Please use EnvironmentError as e for py3 compat <3.

297–298

This might be a bit easier to follow (and plus, you can test the exception properties afterwards):

with self.assertRaises(IOError):
    c.decrypt(payload, nonce, aad, tag)
306–310

Same comment about self.assertEqual above.

This revision now requires changes to proceed.Apr 21 2019, 9:55 PM

In general, many of the style issues are present in the rest of the file. I think for those sorts of things it is better to fix all of them at once (e.g. in followup changes) rather than having the CCM tests be very different from the other tests.

tests/sys/opencrypto/cryptodev.py
390

I was just matching the existing code KATParser class in that regard.

430

The proposed version misses the test for EOF. Also, the existing changes match the existing style in KATParser (for better or worse).

437

The file format is that you have lines with a single 'key = value' pair. A line not match that should be treated as corrupt rather than trying to handle multiple pairs, etc.

438

That may very well be, this was also copied from the KATParser.

tests/sys/opencrypto/cryptotest.py
260–262

This is the current pattern used throughout the rest of this file. I do think that using a format string instead of concat probably is better though and would be fine doing a sweep to fix all of them in a followup after you reindent (since the indentation also makes these lines nearly unreadable).

297–298

I did look at using that, but chose to match the existing use of self.assertRaises in the GCM tests.

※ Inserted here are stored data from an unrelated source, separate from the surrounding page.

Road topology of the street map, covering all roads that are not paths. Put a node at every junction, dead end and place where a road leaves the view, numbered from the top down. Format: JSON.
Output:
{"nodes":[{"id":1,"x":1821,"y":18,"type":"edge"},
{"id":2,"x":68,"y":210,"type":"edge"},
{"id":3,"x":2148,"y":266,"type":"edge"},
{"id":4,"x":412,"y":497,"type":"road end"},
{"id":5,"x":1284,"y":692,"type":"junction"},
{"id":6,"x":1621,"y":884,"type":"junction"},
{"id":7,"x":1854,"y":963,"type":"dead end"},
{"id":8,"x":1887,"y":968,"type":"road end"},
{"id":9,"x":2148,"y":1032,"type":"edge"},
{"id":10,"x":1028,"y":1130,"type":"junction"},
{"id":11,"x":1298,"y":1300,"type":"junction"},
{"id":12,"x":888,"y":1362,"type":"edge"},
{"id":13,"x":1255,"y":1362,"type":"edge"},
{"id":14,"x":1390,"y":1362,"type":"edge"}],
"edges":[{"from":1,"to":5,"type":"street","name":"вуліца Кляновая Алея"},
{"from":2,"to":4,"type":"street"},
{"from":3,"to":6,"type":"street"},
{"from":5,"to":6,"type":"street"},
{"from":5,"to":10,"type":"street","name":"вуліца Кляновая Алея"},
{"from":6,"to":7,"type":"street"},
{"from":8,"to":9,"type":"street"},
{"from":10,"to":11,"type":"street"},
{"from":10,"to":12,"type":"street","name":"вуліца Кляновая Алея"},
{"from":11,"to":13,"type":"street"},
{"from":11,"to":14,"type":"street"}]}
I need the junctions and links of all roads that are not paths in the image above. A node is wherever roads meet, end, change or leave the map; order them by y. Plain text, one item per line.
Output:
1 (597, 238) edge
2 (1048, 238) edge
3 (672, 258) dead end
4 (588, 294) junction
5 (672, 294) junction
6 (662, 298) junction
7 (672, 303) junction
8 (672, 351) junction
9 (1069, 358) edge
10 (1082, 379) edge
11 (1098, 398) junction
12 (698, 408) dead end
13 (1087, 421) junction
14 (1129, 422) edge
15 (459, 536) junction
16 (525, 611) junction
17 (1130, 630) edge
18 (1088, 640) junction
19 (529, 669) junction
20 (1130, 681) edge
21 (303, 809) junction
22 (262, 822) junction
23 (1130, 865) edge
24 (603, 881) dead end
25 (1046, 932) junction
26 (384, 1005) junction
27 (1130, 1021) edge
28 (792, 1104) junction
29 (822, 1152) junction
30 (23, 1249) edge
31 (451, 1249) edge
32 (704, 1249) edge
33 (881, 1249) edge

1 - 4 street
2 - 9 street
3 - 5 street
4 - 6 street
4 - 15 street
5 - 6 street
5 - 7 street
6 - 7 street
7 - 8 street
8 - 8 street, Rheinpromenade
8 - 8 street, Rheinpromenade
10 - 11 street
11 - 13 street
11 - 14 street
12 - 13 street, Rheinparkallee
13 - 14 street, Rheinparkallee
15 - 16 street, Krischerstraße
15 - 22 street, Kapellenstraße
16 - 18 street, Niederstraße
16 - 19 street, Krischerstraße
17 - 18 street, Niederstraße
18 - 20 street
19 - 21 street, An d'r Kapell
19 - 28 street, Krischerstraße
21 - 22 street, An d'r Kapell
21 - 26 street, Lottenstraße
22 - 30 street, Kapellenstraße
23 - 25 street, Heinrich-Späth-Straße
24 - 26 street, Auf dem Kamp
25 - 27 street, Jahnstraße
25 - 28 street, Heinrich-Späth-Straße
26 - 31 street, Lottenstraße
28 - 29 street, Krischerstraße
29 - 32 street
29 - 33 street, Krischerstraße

Ok, let's proceed with this change. I'll work on fixing the style issues on my branch.

This revision is now accepted and ready to land.Apr 23 2019, 10:24 PM
tests/sys/opencrypto/cryptodev.py
438

Ugnnnnnnnnhhhhhh....

In D19978#429425, @cem wrote:

Hm, why isn't maclen of 16 an issue for encrypt?

For encrypt we just do the truncation in the python code of the 16 byte result from OCF.

And can we pad tags with zeros out to 16 bytes to verify decrypt, or does the taglen get incorporated into the MAC (I forget)? (Edit: nevermind, I guess even if the tag is truncated we have no way to tell OCF to only verify so-many bytes of it, and the zeros won't match. Ugh.)

Correct, since the verification of the tag on decrypt happens in the kernel, we need OCF itself to understand the tag length. In theory the 'mlen' field in the crypto session should let us do this, but I think the current /dev/crypto CIOGSESSION ioctls don't expose that, and the current GCM and CCM software bits in the kernel don't honor/support truncated tags.

I'd encourage adding the note (that none of the NIST KAT decryption vectors are supported by OCF CCM, so runCCMDecrypt is a big no-op for now) to the code itself as well.

Will do in the commit.

This revision was automatically updated to reflect the committed changes.